Accelerate fast_matmul with packing and tiling#767
Conversation
There was a problem hiding this comment.
We probably do not need to test arrays smaller than the tile size. An array smaller than a cache line for sure will run fast.
- Discussion: Rename the function
fast_matmul()totiled_matmul()? - Use a helper class (
modmesh::detail::HelperName) to implement the function body offast_matmul()
| .def("matmul", &wrapped_type::matmul) | ||
| .def("__matmul__", &wrapped_type::matmul) | ||
| .def( | ||
| "fast_matmul", |
There was a problem hiding this comment.
How about calling it tiled_matmul()?
There was a problem hiding this comment.
Good idea, I will change it although we will try to optimize by more technique, like simd or Strassen-Winograd algorithm.
There was a problem hiding this comment.
In that case, I suggest to stay with fast_matmul() because it will not be just tiling. The plan can be added in the comment at the C++ implementation.
This PR already has 300 lines of code and can focus on tiling. Other optimization can use later PRs.
There was a problem hiding this comment.
OK, I keep the original api name fast_matmul().
| A SimpleArrayMixinCalculators<A, T>::fast_matmul(A const & other, | ||
| size_t tile_x, | ||
| size_t tile_y, | ||
| size_t tile_z) const // NOLINT(readability-function-cognitive-complexity) |
There was a problem hiding this comment.
This function is too long. Clang-tidy also thinks so (NOLINT(readability-function-cognitive-complexity)).
Could you please try to use a helper class (modmesh::detail::HelperName) to implement the function body of fast_matmul()?
There was a problem hiding this comment.
Yes, I decide to create a new helper class. I would also wrap the original matrix multiplication operation in helper class.
24cc347 to
452b888
Compare
ThreeMonth03
left a comment
There was a problem hiding this comment.
- Discussion: Rename the function fast_matmul() to tiled_matmul()?

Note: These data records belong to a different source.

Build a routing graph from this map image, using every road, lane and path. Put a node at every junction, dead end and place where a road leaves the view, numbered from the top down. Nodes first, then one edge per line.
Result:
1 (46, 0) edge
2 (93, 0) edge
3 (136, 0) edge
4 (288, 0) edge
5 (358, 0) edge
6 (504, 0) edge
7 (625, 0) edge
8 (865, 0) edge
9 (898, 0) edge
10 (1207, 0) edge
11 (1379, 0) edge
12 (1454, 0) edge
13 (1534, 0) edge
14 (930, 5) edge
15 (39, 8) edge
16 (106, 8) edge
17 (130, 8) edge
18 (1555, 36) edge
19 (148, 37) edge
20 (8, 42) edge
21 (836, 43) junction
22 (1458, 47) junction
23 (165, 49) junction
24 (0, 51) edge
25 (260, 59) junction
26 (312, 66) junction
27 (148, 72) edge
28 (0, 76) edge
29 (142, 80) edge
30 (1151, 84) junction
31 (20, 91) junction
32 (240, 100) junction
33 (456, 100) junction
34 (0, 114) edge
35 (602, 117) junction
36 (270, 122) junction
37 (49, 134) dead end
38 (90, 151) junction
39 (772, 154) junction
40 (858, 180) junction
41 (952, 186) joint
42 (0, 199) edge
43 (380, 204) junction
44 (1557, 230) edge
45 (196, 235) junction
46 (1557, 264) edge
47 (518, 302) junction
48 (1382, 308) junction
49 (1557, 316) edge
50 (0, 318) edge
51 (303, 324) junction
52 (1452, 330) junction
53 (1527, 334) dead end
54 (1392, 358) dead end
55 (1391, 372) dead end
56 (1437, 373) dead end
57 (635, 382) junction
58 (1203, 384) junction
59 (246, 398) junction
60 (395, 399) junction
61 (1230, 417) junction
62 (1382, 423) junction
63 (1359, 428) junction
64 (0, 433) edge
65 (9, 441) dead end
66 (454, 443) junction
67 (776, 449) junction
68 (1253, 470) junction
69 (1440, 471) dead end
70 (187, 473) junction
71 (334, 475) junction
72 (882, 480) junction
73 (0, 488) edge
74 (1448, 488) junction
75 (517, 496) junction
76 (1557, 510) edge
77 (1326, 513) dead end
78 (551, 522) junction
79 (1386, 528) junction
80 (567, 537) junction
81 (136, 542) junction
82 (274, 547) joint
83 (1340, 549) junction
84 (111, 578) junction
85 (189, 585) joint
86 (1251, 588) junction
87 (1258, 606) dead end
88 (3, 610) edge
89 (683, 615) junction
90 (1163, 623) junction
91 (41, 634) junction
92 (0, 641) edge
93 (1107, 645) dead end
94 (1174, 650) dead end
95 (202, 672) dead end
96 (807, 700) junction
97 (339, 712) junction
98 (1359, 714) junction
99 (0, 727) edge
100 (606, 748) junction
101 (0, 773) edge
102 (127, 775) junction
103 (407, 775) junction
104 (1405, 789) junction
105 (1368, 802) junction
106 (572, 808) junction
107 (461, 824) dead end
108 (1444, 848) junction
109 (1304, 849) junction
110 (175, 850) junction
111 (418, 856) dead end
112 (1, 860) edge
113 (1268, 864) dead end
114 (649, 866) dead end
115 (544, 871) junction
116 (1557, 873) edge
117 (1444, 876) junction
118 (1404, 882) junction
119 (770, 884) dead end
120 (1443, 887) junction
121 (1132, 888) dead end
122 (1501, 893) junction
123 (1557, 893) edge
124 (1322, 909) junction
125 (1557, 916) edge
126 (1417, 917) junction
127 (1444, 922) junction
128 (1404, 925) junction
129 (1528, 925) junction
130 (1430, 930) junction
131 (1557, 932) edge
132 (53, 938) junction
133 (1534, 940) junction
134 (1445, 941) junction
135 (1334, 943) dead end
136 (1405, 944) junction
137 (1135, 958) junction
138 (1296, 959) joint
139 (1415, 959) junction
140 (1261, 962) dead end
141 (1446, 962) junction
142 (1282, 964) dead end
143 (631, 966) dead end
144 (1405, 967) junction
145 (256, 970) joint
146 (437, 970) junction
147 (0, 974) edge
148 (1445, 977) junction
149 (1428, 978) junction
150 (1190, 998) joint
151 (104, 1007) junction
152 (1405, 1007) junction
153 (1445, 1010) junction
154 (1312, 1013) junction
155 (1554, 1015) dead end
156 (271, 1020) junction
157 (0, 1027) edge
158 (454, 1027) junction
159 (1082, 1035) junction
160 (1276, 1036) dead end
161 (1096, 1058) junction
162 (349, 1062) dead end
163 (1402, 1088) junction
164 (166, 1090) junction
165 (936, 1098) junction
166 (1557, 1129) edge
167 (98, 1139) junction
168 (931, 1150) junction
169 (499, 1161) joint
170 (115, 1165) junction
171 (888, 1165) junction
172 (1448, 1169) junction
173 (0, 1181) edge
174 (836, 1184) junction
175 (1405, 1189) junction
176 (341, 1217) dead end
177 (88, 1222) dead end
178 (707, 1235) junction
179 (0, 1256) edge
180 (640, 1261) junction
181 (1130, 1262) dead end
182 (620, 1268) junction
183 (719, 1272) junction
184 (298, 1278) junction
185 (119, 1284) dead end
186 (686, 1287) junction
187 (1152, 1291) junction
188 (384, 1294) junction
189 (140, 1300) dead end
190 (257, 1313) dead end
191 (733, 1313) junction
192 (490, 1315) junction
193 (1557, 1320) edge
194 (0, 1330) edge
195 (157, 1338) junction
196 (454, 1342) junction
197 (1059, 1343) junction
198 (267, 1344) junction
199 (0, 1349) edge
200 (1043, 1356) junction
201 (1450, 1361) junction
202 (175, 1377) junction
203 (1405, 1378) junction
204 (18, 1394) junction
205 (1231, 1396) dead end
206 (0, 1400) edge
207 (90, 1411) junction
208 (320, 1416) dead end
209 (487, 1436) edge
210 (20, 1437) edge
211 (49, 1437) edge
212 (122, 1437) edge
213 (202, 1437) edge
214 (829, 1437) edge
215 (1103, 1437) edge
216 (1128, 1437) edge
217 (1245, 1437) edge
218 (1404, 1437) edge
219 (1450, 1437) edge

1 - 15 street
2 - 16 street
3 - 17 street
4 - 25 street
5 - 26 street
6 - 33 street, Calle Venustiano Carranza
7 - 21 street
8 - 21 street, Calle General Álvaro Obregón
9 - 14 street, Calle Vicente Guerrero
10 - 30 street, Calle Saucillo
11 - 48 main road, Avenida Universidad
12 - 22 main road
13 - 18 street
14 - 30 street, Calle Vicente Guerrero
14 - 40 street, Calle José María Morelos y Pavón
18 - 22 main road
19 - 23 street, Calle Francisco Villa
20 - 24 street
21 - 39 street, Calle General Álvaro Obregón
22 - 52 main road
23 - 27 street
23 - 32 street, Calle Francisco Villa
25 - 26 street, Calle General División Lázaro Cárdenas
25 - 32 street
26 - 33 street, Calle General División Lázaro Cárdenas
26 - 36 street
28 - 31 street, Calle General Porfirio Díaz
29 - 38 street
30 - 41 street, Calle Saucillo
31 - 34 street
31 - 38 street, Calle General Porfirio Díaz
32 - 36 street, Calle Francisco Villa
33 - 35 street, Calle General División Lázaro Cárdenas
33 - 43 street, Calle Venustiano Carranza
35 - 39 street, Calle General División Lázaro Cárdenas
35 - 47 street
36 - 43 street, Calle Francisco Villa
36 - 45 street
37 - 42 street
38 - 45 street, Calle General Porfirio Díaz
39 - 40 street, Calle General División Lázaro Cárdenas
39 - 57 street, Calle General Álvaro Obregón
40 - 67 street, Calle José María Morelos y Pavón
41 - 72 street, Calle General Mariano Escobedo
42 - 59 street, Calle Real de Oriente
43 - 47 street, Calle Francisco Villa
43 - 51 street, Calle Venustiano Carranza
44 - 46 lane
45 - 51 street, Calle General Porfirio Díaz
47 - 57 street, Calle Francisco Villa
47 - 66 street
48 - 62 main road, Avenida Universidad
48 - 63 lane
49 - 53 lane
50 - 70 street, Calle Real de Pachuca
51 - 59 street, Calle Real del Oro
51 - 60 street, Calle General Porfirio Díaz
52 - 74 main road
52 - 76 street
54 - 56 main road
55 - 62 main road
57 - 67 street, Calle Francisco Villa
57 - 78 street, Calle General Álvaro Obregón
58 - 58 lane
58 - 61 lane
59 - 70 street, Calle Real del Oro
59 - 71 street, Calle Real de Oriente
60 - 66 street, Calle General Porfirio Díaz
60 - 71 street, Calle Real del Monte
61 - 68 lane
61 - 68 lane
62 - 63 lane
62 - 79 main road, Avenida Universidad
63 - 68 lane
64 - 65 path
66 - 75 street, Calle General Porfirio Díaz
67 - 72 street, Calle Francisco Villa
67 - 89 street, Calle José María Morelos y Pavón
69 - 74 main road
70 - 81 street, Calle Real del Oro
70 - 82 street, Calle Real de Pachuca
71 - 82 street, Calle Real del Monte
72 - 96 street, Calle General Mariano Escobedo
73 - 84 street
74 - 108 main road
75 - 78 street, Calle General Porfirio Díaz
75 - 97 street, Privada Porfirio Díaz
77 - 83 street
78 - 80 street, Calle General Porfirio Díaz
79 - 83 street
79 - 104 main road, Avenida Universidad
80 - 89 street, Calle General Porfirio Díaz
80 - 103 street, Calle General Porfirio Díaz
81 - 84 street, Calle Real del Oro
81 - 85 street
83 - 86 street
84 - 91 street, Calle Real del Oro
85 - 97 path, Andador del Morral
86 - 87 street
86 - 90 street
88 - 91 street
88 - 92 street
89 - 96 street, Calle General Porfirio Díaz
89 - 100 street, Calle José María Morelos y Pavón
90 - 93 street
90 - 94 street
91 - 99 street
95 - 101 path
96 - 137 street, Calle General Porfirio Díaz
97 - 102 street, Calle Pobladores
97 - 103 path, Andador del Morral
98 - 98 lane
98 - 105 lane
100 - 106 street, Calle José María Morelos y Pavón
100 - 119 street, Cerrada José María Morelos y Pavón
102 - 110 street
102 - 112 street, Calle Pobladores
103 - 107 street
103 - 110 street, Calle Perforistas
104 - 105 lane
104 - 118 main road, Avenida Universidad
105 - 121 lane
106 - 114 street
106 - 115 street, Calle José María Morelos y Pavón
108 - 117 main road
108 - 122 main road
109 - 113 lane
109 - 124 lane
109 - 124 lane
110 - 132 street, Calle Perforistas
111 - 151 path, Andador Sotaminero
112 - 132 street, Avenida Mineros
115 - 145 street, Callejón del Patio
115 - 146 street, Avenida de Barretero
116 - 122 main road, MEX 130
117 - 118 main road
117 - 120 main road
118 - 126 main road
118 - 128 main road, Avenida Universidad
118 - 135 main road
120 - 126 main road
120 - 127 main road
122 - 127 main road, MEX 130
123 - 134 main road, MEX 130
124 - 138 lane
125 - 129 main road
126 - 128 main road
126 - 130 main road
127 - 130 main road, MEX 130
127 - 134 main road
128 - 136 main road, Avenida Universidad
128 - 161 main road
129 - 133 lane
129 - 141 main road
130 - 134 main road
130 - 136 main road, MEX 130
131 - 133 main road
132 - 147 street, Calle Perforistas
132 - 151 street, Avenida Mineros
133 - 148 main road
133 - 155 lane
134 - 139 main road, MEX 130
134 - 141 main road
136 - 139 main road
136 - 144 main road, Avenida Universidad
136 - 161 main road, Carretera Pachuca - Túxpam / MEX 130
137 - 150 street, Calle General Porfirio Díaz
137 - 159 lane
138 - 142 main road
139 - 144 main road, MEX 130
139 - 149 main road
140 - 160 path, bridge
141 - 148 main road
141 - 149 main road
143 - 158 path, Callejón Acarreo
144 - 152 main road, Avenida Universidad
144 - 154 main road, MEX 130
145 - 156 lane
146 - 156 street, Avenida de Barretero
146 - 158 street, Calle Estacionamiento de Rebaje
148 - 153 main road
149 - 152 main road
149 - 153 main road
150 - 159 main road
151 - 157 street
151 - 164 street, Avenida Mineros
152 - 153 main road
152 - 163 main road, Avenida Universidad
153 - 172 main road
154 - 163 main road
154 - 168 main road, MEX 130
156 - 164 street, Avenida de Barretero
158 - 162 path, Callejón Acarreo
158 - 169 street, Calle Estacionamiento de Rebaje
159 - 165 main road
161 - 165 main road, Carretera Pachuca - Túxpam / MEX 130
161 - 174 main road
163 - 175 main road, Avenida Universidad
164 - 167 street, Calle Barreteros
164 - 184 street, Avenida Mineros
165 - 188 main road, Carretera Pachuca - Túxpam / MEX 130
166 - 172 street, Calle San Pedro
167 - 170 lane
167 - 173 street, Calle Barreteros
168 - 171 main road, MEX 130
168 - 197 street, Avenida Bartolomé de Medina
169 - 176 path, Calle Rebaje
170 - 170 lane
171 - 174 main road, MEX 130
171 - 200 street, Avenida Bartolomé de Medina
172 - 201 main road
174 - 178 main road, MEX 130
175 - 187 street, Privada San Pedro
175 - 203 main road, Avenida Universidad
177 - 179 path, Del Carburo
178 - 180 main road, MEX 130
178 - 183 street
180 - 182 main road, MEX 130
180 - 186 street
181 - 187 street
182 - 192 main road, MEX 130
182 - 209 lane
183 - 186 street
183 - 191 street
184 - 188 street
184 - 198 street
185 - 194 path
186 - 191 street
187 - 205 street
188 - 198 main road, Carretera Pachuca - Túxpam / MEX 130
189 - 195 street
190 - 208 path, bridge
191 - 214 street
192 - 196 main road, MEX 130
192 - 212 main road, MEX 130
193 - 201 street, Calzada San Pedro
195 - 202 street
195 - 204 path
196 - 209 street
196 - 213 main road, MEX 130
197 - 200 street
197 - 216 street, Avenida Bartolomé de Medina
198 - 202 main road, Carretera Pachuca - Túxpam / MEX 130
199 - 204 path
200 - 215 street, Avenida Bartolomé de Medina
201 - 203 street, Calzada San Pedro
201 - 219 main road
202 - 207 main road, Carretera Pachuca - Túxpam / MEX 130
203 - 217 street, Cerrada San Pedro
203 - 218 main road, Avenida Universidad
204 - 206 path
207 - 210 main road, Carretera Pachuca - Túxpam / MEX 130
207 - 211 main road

- Use a helper class (modmesh::detail::HelperName) to implement the function body of fast_matmul()
@yungyuc Please take a look. Thanks
| .def("matmul", &wrapped_type::matmul) | ||
| .def("__matmul__", &wrapped_type::matmul) | ||
| .def( | ||
| "fast_matmul", |
There was a problem hiding this comment.
OK, I keep the original api name fast_matmul().
| template <typename A, typename T> | ||
| class SimpleArrayMatmulHelper | ||
| { |
There was a problem hiding this comment.
I implement the matrix multiplication in SimpleArrayMatmulHelper.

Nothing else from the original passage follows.